Making life easier for citizens

Making life easier for citizens

Making life easier for citizens

There isn’t any doubt about buyers being troubled by high guidance value and resultant high prices of property.

And if buyers still decide to purchase homes at high rates, they can’t avoid the heavy bureaucracy, procedures, appro­vals, bribes, khatas, what not to help them gain ownership of property.

Not that this “babu culture’’ may ever change 100 per cent, but the department of stamps and registration has reiterated that it is going in for reforms that directly benefits citizens. Post-2014, citizens will conduct transactions that are much simpler and that make registration easy. The reforms agenda is not entirely new, but the time for implementation is coming up.

A senior official who did not want to be named told Deccan Herald that “a number of measures for citizens are in the pipeline and will be rolled out one after the other in the coming months”. Some among many positive measures are: Online booking of time slots for transactions, reduction in the number of trips citizens need to make for registration, publishing all relevant information in the public domain, availing all services online via portals and simplification of procedures. 

These measures help citizens in many ways. Once the online facility is set up, citizens no longer need to physically go to the registration office to seek a time slot. They can do it online from home. This saves time and pre-empts long wait in queues.

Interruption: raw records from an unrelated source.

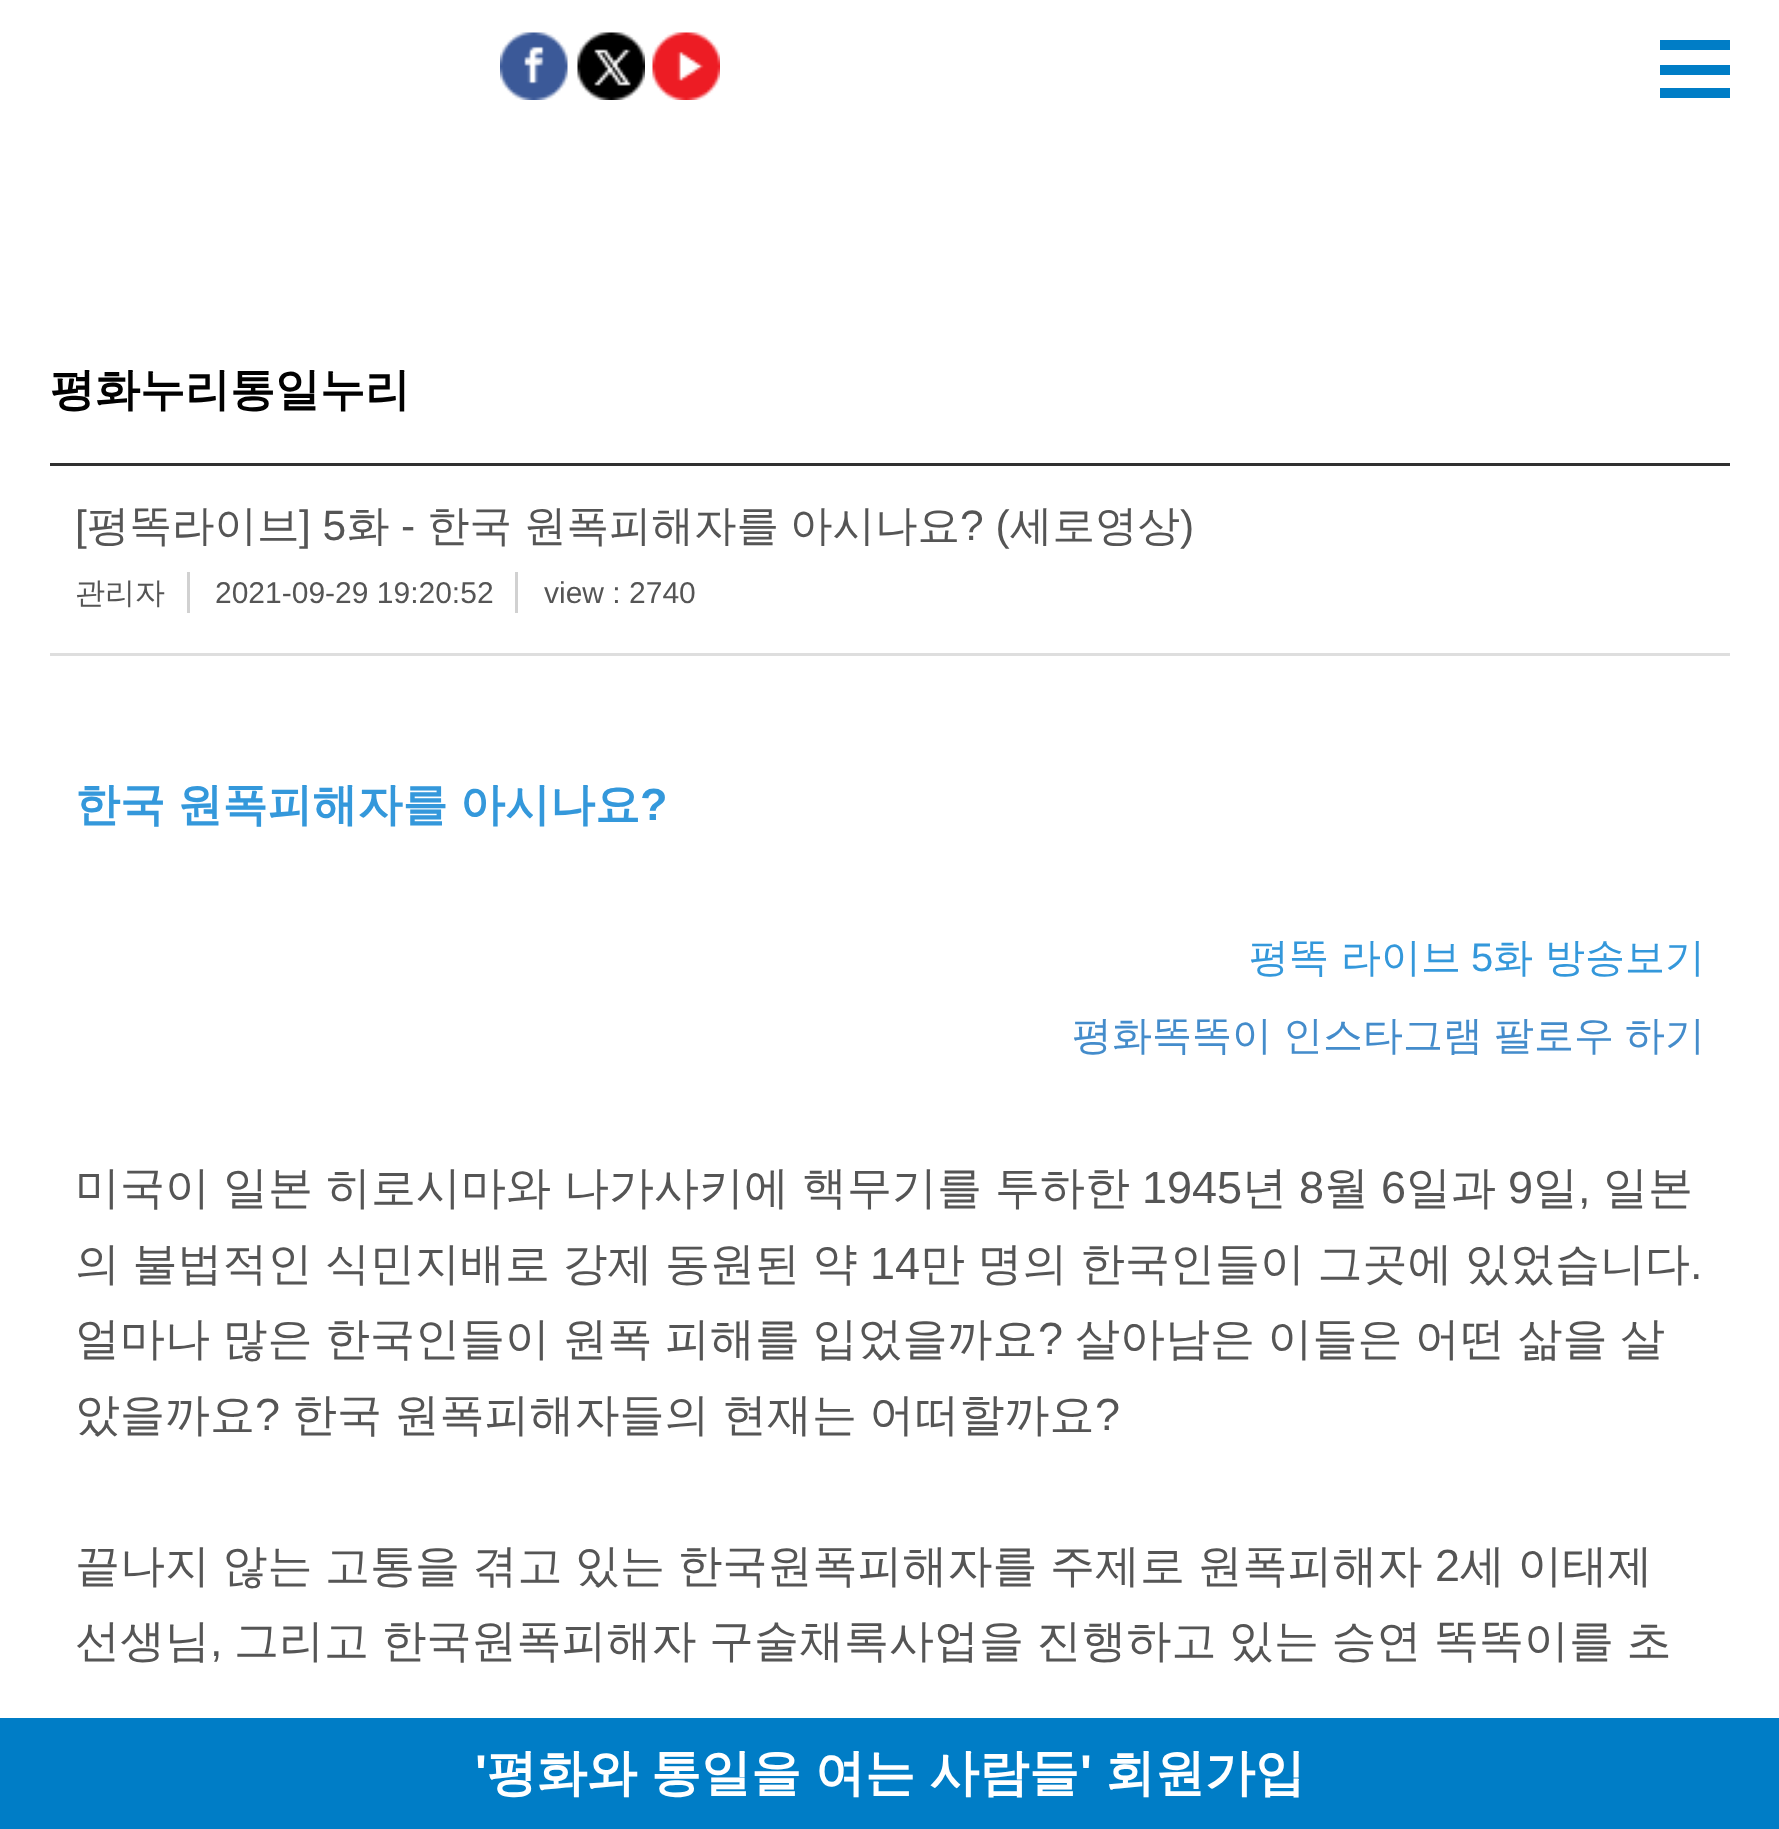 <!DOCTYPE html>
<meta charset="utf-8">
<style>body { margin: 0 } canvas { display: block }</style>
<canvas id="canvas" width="1779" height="1829"></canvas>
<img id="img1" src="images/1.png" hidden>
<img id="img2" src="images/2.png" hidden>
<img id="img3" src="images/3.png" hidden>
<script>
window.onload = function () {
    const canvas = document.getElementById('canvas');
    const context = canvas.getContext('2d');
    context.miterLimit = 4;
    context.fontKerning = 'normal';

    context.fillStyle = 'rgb(255, 255, 255)';
    context.fillRect(0, 0, 1779, 1829);
    context.drawImage(document.getElementById('img1'), 500, 32, 68, 68);
    context.drawImage(document.getElementById('img2'), 577, 32, 68, 68);
    context.drawImage(document.getElementById('img3'), 652, 32, 68, 68);
    context.fillStyle = 'rgb(0, 125, 198)';
    context.fillRect(1660, 40, 70, 10);
    context.fillRect(1660, 65, 70, 10);
    context.fillRect(1660, 88, 70, 10);
    context.fillStyle = 'rgb(48, 48, 48)';
    context.fillRect(50, 463, 1680, 3);
    context.fillStyle = 'rgb(222, 222, 222)';
    context.fillRect(50, 653, 1680, 3);
    context.fillStyle = 'rgb(209, 209, 209)';
    context.fillRect(187, 572, 3, 41);
    context.fillRect(515, 572, 3, 41);
    context.fillStyle = 'rgb(0, 125, 198)';
    context.fillRect(0, 1718, 1779, 111);
    context.font = 'bold 45px WenQuanYi Zen Hei';
    context.fillStyle = 'rgb(1, 1, 1)';
    context.fillText('평화누리통일누리', 50, 405);
    context.font = '42.5px Liberation Sans';
    context.fillStyle = 'rgb(85, 85, 85)';
    context.fillText('[', 75, 540);
    context.font = '500 42.5px WenQuanYi Zen Hei';
    context.fillText('평똑라이브', 87, 540);
    context.font = '42.5px Liberation Sans';
    context.fillText('] 5', 299, 540);
    context.font = '500 42.5px WenQuanYi Zen Hei';
    context.fillText('화', 347, 540);
    context.font = '42.5px Liberation Sans';
    context.fillText('-', 401, 540);
    context.font = '500 42.5px WenQuanYi Zen Hei';
    context.fillText('한국', 427, 540);
    context.fillText('원폭피해자를', 524, 540);
    context.fillText('아시나요', 790, 540);
    context.font = '42.5px Liberation Sans';
    context.fillText('? (', 960, 540);
    context.font = '500 42.5px WenQuanYi Zen Hei';
    context.fillText('세로영상', 1010, 540);
    context.font = '42.5px Liberation Sans';
    context.fillText(')', 1180, 540);
    context.font = '500 30px WenQuanYi Zen Hei';
    context.fillText('관리자', 75, 603);
    context.font = '30px Liberation Sans';
    context.fillText('2021-09-29 19:20:52', 215, 603);
    context.fillText('view : 2740', 544, 603);
    context.wordSpacing = '-1px';
    context.font = 'bold 45px WenQuanYi Zen Hei';
    context.fillStyle = 'rgb(52, 152, 219)';
    context.fillText('한국 원폭피해자를 아시나요', 75, 820);
    context.wordSpacing = '0px';
    context.font = 'bold 45px Liberation Sans';
    context.fillText('?', 640, 820);
    context.font = '500 40px WenQuanYi Zen Hei';
    context.fillText('평똑', 1249, 971);
    context.fillText('라이브', 1341, 971);
    context.font = '40px Liberation Sans';
    context.fillText('5', 1471, 971);
    context.font = '500 40px WenQuanYi Zen Hei';
    context.fillText('화 방송보기', 1493, 971);
    context.wordSpacing = '-1px';
    context.fillStyle = 'rgb(68, 140, 203)';
    context.fillText('평화똑똑이 인스타그램 팔로우 하기', 1072, 1049);
    context.wordSpacing = '-0.5px';
    context.font = '500 45px WenQuanYi Zen Hei';
    context.fillStyle = 'rgb(85, 85, 85)';
    context.fillText('미국이 일본 히로시마와 나가사키에 핵무기를 투하한', 75, 1203);
    context.wordSpacing = '0px';
    context.font = '45px Liberation Sans';
    context.fillText('1945', 1142, 1203);
    context.font = '500 45px WenQuanYi Zen Hei';
    context.fillText('년', 1242, 1203);
    context.font = '45px Liberation Sans';
    context.fillText('8', 1299, 1203);
    context.font = '500 45px WenQuanYi Zen Hei';
    context.fillText('월', 1324, 1203);
    context.font = '45px Liberation Sans';
    context.fillText('6', 1381, 1203);
    context.font = '500 45px WenQuanYi Zen Hei';
    context.fillText('일과', 1406, 1203);
    context.font = '45px Liberation Sans';
    context.fillText('9', 1508, 1203);
    context.font = '500 45px WenQuanYi Zen Hei';
    context.fillText('일', 1533, 1203);
    context.font = '45px Liberation Sans';
    context.fillText(',', 1578, 1203);
    context.font = '500 45px WenQuanYi Zen Hei';
    context.fillText('일본', 1603, 1203);
    context.wordSpacing = '-1px';
    context.fillText('의 불법적인 식민지배로 강제 동원된 약', 75, 1279);
    context.wordSpacing = '0px';
    context.font = '45px Liberation Sans';
    context.fillText('14', 870, 1279);
    context.wordSpacing = '-1px';
    context.font = '500 45px WenQuanYi Zen Hei';
    context.fillText('만 명의 한국인들이 그곳에 있었습니다', 920, 1279);
    context.wordSpacing = '0px';
    context.font = '45px Liberation Sans';
    context.fillText('.', 1690, 1279);
    context.wordSpacing = '-1px';
    context.font = '500 45px WenQuanYi Zen Hei';
    context.fillText('얼마나 많은 한국인들이 원폭 피해를 입었을까요', 75, 1354);
    context.wordSpacing = '0px';
    context.font = '45px Liberation Sans';
    context.fillText('?', 1038, 1354);
    context.wordSpacing = '-1px';
    context.font = '500 45px WenQuanYi Zen Hei';
    context.fillText('살아남은 이들은 어떤 삶을 살', 1075, 1354);
    context.wordSpacing = '0px';
    context.fillText('았을까요', 75, 1430);
    context.font = '45px Liberation Sans';
    context.fillText('?', 255, 1430);
    context.wordSpacing = '-1px';
    context.font = '500 45px WenQuanYi Zen Hei';
    context.fillText('한국 원폭피해자들의 현재는 어떠할까요', 292, 1430);
    context.wordSpacing = '0px';
    context.font = '45px Liberation Sans';
    context.fillText('?', 1095, 1430);
    context.wordSpacing = '-1px';
    context.font = '500 45px WenQuanYi Zen Hei';
    context.fillText('끝나지 않는 고통을 겪고 있는 한국원폭피해자를 주제로 원폭피해자', 75, 1581);
    context.wordSpacing = '0px';
    context.font = '45px Liberation Sans';
    context.fillText('2', 1435, 1581);
    context.wordSpacing = '-1px';
    context.font = '500 45px WenQuanYi Zen Hei';
    context.fillText('세 이태제', 1460, 1581);
    context.wordSpacing = '0px';
    context.fillText('선생님', 75, 1656);
    context.font = '45px Liberation Sans';
    context.fillText(',', 210, 1656);
    context.wordSpacing = '-1px';
    context.font = '500 45px WenQuanYi Zen Hei';
    context.fillText('그리고 한국원폭피해자 구술채록사업을 진행하고 있는 승연 똑똑이를 초', 234, 1656);
    context.wordSpacing = '0px';
    context.font = 'bold 50px Liberation Sans';
    context.fillStyle = 'rgb(255, 255, 255)';
    context.fillText('\'', 475, 1790);
    context.wordSpacing = '-1px';
    context.font = 'bold 50px WenQuanYi Zen Hei';
    context.fillText('평화와 통일을 여는 사람들', 487, 1790);
    context.wordSpacing = '0px';
    context.font = 'bold 50px Liberation Sans';
    context.fillText('\'', 1080, 1790);
    context.font = 'bold 50px WenQuanYi Zen Hei';
    context.fillText('회원가입', 1105, 1790);
};
</script>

The number of times a citizen has to go to a registration centre will be lesser than before. Information on transactions, buying, selling, registration, stamp duty, valuation of property, property details and guidance rates for an area will all be made public so that parties to a transaction can negotiate a fair deal.

The most feared aspect of a registrar’s office is the number of procedures to be followed. If a major simplification of rules happens, and if it saves time and trips, it would be a big relief to people.

Department officials acknowledge there is need for change in the functioning of government bodies including stamp and registration. “We have to be in touch with changes outside. For instance, technology. We haven’t yet made use of IT technology widely despite Bangalore being the lead city for IT.

One change you will see in the months ahead is the use of technology in stamp duty and registration work. We will begin with online slot bookings and then move towards building portals so that people can do everything at just a click of the mouse.” 

There is no guarantee that these measures will destroy the bribe corridor that begins at the the door-step of virtually all sub-registrar’s offices in the city. Activists say a fixed chunk is sought by touts for approvals and different approvals have different amounts of bribes.

People were sceptical whether the government’s online services delivery mechanism, Sakaala, would actually take off, but it got an astonishing response - thousands of people all across the State posted queries on grievances.

Sakaala demands that the service sought is attended to within a deadline. Similar efficiency will be expected of the online transformation that the stamp and registration department will undertake.